Task description
Your result should be the lines holding the word "nodes", copied from the entries below.

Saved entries

• • • • •

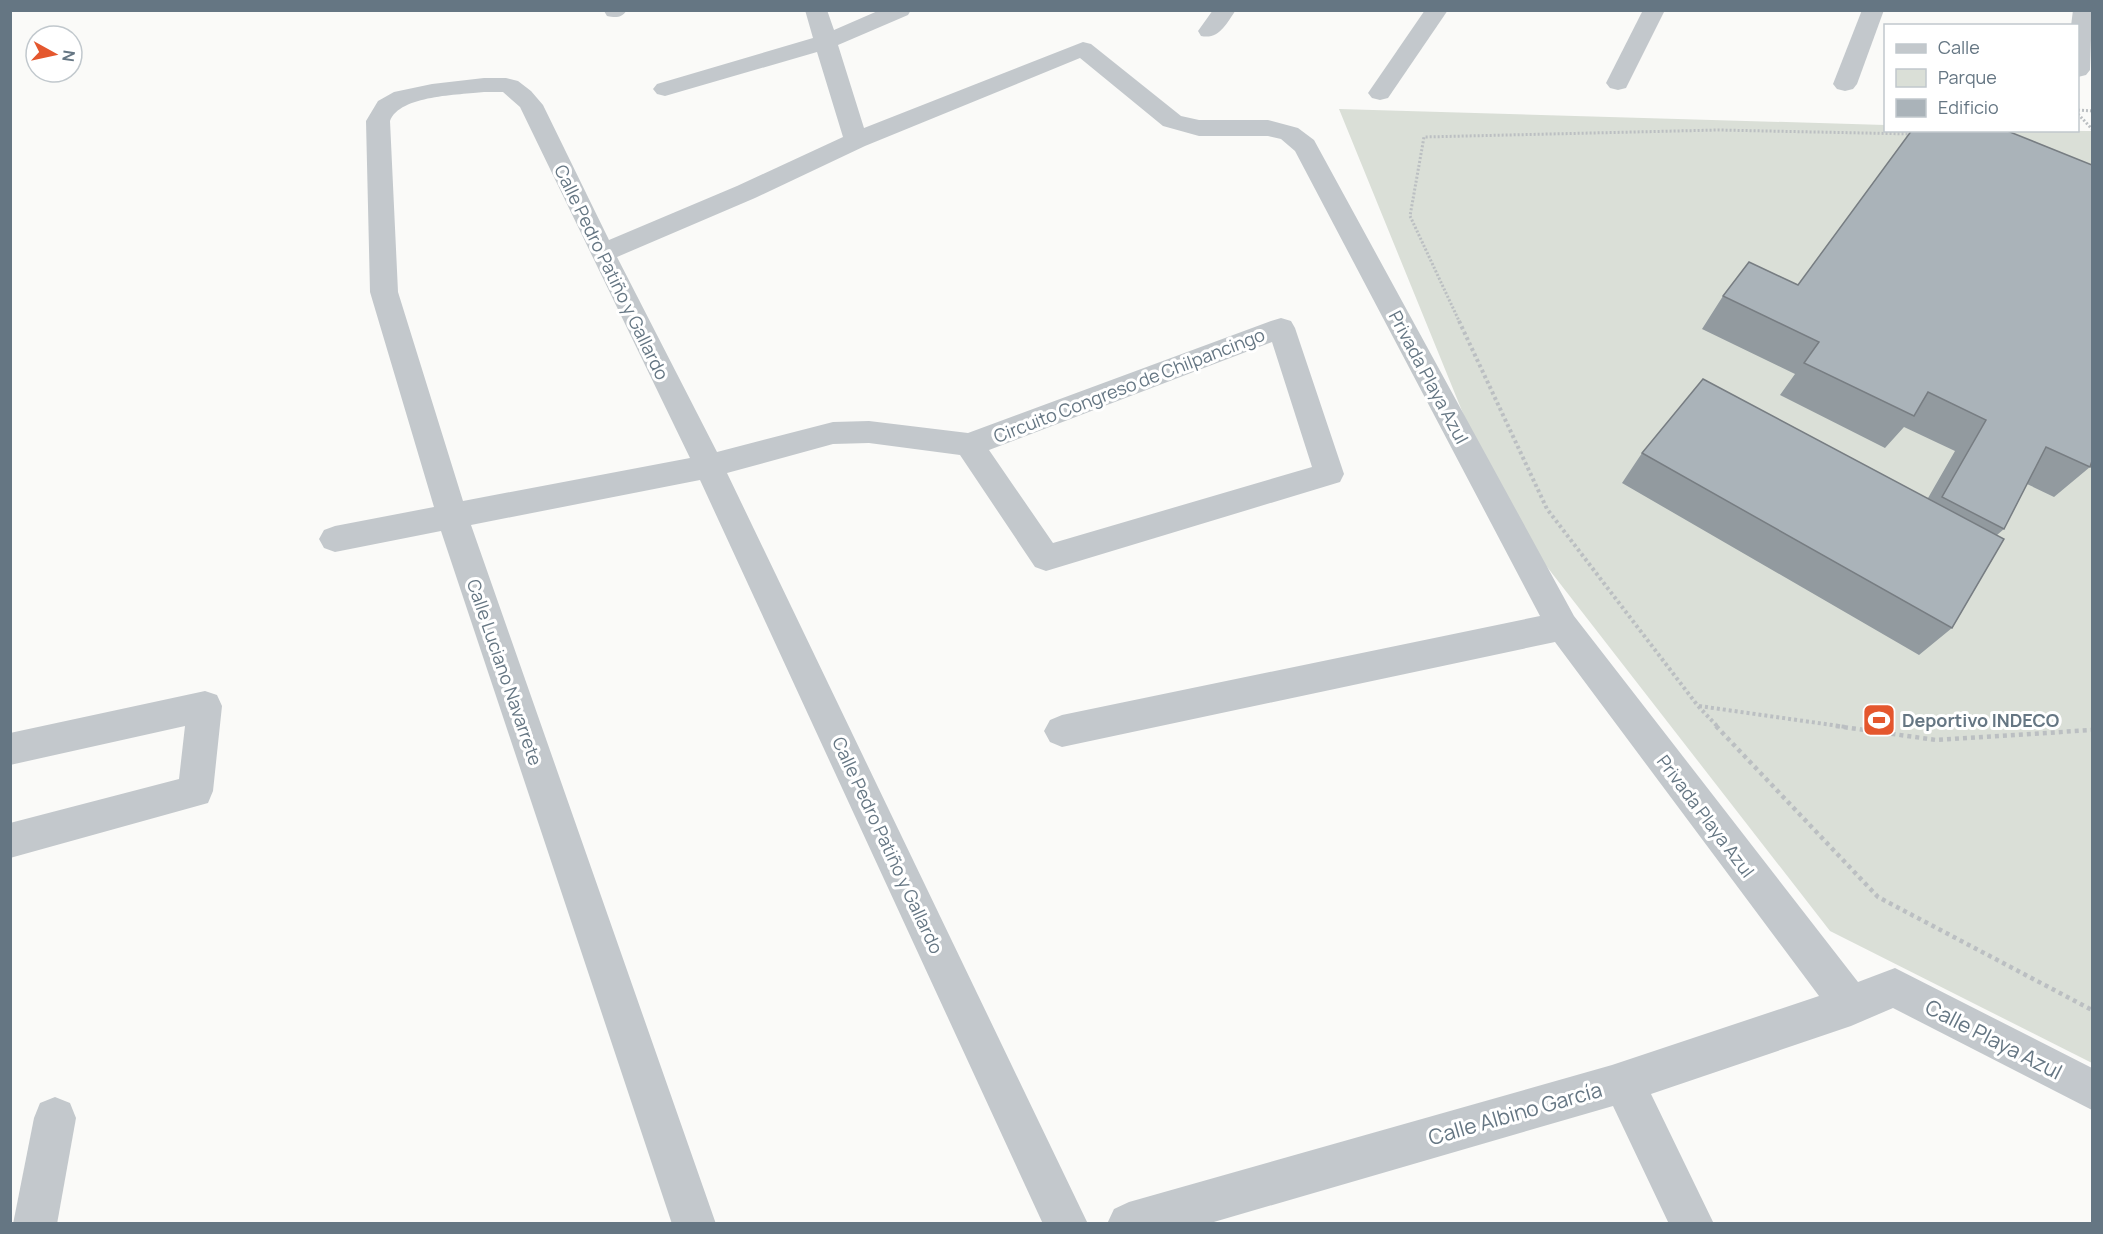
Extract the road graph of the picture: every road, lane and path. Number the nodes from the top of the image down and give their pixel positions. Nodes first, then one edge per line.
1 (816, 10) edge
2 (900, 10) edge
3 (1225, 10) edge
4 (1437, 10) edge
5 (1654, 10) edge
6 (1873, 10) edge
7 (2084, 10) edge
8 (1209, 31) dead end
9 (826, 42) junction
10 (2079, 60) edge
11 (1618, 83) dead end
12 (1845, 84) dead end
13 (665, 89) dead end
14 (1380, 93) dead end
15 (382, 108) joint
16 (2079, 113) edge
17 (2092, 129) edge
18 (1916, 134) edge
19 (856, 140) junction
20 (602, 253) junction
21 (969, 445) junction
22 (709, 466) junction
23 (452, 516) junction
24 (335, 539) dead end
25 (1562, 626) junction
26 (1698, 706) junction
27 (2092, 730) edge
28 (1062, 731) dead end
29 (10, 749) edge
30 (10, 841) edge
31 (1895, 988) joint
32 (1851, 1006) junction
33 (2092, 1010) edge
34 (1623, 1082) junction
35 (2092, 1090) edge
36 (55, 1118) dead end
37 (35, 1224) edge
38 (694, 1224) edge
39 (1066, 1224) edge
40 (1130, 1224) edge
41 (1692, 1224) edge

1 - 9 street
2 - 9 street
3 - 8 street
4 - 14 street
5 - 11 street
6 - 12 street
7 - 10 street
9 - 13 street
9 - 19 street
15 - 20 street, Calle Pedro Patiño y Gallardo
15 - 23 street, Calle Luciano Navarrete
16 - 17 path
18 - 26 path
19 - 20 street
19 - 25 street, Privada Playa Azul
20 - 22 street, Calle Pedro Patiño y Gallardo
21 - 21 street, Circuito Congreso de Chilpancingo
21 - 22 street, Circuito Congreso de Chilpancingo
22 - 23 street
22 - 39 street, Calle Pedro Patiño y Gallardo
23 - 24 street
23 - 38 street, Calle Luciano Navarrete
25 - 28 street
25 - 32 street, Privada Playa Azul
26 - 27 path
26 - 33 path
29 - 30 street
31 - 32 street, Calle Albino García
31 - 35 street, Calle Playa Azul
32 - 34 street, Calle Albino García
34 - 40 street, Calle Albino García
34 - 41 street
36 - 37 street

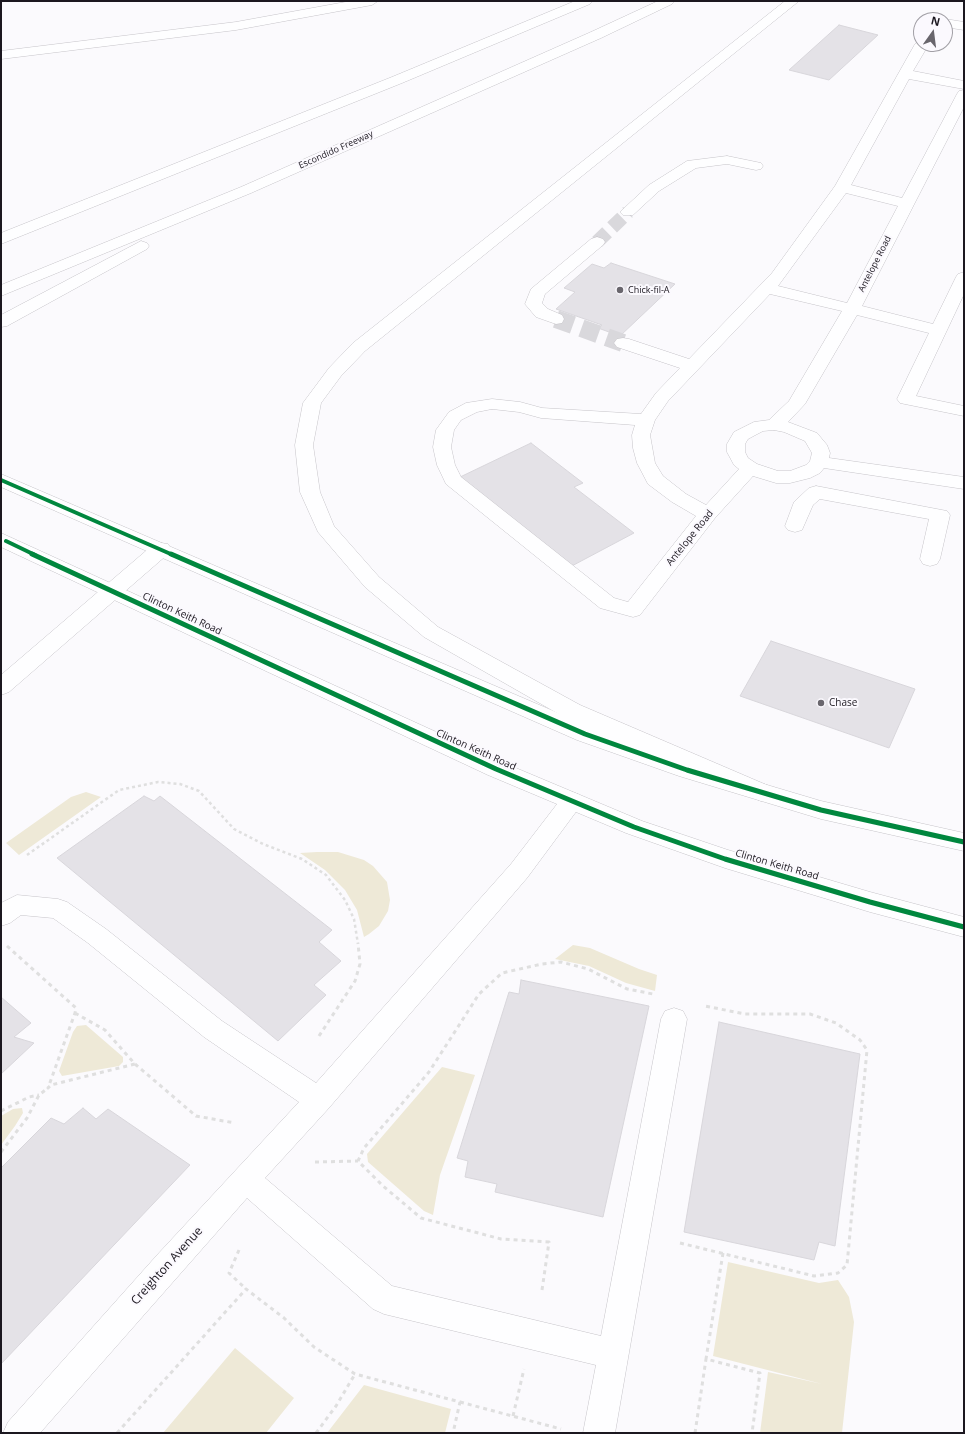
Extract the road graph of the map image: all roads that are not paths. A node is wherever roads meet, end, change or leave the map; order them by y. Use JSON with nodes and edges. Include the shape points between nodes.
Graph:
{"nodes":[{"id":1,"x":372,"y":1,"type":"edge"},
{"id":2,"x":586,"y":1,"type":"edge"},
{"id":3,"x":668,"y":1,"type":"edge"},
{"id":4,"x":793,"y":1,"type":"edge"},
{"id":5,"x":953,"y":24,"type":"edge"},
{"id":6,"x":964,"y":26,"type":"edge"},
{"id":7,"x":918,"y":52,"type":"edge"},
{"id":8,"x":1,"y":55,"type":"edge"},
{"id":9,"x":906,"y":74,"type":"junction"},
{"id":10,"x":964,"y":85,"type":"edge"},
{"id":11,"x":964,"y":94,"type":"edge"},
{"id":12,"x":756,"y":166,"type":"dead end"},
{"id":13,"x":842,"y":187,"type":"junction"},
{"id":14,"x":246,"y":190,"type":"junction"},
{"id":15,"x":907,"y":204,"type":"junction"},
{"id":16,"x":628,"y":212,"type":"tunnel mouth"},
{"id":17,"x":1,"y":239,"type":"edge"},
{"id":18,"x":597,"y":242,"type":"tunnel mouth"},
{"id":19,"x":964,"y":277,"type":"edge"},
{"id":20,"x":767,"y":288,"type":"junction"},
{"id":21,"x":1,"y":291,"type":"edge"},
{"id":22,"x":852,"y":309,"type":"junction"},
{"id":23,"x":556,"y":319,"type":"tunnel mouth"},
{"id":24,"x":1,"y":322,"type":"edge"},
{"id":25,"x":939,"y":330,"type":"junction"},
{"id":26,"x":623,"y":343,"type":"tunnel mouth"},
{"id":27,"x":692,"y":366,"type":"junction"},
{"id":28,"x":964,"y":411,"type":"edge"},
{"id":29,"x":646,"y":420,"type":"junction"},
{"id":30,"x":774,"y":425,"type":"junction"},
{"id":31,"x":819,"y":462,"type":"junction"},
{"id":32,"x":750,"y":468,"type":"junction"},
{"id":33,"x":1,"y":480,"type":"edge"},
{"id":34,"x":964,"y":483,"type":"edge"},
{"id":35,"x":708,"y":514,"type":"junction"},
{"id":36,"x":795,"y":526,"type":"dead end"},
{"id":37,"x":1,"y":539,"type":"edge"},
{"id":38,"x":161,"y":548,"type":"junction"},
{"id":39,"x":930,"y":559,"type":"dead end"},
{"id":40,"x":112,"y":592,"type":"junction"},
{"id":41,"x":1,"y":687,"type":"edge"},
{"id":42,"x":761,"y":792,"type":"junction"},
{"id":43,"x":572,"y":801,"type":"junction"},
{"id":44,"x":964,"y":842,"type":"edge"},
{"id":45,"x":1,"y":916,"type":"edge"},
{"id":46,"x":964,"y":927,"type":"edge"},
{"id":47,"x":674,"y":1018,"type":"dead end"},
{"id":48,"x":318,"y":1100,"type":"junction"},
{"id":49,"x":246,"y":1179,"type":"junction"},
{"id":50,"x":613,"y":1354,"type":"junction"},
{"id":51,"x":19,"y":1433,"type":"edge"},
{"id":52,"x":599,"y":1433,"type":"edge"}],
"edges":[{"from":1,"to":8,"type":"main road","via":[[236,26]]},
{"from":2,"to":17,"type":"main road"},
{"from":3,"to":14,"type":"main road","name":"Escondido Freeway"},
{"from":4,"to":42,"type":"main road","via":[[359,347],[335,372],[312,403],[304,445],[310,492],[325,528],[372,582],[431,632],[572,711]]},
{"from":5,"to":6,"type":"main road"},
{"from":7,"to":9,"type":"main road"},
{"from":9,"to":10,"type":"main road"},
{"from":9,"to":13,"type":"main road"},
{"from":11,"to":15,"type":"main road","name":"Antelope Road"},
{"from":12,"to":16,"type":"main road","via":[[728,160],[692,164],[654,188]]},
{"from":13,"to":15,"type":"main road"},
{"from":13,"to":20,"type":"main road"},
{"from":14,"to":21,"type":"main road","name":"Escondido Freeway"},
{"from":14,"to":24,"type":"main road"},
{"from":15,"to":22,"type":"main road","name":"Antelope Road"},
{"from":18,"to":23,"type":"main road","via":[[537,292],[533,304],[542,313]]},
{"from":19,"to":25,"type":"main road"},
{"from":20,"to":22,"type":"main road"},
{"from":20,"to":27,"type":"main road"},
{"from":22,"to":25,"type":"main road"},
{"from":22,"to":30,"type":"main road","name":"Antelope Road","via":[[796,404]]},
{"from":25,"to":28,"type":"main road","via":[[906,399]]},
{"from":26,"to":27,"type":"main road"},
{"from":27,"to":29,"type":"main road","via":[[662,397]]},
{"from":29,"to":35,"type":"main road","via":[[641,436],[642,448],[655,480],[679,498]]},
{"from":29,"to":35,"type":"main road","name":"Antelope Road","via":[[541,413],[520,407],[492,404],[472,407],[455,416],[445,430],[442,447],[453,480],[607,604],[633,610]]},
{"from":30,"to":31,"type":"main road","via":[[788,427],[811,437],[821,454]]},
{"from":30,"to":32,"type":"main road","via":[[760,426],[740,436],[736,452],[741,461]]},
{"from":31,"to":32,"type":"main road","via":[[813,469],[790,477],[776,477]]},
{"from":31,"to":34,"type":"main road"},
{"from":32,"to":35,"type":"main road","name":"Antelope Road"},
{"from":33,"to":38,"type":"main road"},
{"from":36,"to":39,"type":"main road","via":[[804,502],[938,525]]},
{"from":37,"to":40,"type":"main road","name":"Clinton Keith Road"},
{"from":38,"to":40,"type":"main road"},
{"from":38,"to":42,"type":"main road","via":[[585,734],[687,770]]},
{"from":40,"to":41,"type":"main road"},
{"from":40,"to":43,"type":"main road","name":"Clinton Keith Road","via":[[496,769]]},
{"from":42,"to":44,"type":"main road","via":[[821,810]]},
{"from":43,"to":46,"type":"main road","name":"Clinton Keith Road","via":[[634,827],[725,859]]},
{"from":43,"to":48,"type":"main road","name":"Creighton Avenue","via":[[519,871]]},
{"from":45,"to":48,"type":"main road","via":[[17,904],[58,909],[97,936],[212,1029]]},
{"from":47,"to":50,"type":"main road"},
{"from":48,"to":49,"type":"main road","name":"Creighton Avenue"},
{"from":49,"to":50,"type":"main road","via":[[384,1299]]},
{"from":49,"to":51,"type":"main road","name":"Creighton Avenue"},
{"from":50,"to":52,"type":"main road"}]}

• • • • •

Task solution
Extract the road graph of the picture: every road, lane and path. Number the nodes from the top of the image down and give their pixel positions. Nodes first, then one edge per line.
Extract the road graph of the map image: all roads that are not paths. A node is wherever roads meet, end, change or leave the map; order them by y. Use JSON with nodes and edges. Include the shape points between nodes.
{"nodes":[{"id":1,"x":372,"y":1,"type":"edge"},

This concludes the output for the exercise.